### Action item
Go through the records and write each one out again exactly.

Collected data
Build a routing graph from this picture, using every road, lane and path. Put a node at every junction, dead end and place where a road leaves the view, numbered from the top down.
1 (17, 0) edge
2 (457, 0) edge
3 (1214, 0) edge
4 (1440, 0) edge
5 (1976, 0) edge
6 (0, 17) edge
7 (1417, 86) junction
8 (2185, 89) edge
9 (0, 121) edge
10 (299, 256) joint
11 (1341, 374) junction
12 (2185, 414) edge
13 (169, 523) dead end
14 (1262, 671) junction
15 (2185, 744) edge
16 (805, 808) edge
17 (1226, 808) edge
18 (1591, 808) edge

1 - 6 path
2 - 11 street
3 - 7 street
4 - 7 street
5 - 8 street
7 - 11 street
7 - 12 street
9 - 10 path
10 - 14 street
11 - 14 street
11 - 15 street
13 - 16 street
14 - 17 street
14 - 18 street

### Response box
Build a routing graph from this picture, using every road, lane and path. Put a node at every junction, dead end and place where a road leaves the view, numbered from the top down.
1 (17, 0) edge
2 (457, 0) edge
3 (1214, 0) edge
4 (1440, 0) edge
5 (1976, 0) edge
6 (0, 17) edge
7 (1417, 86) junction
8 (2185, 89) edge
9 (0, 121) edge
10 (299, 256) joint
11 (1341, 374) junction
12 (2185, 414) edge
13 (169, 523) dead end
14 (1262, 671) junction
15 (2185, 744) edge
16 (805, 808) edge
17 (1226, 808) edge
18 (1591, 808) edge

1 - 6 path
2 - 11 street
3 - 7 street
4 - 7 street
5 - 8 street
7 - 11 street
7 - 12 street
9 - 10 path
10 - 14 street
11 - 14 street
11 - 15 street
13 - 16 street
14 - 17 street
14 - 18 street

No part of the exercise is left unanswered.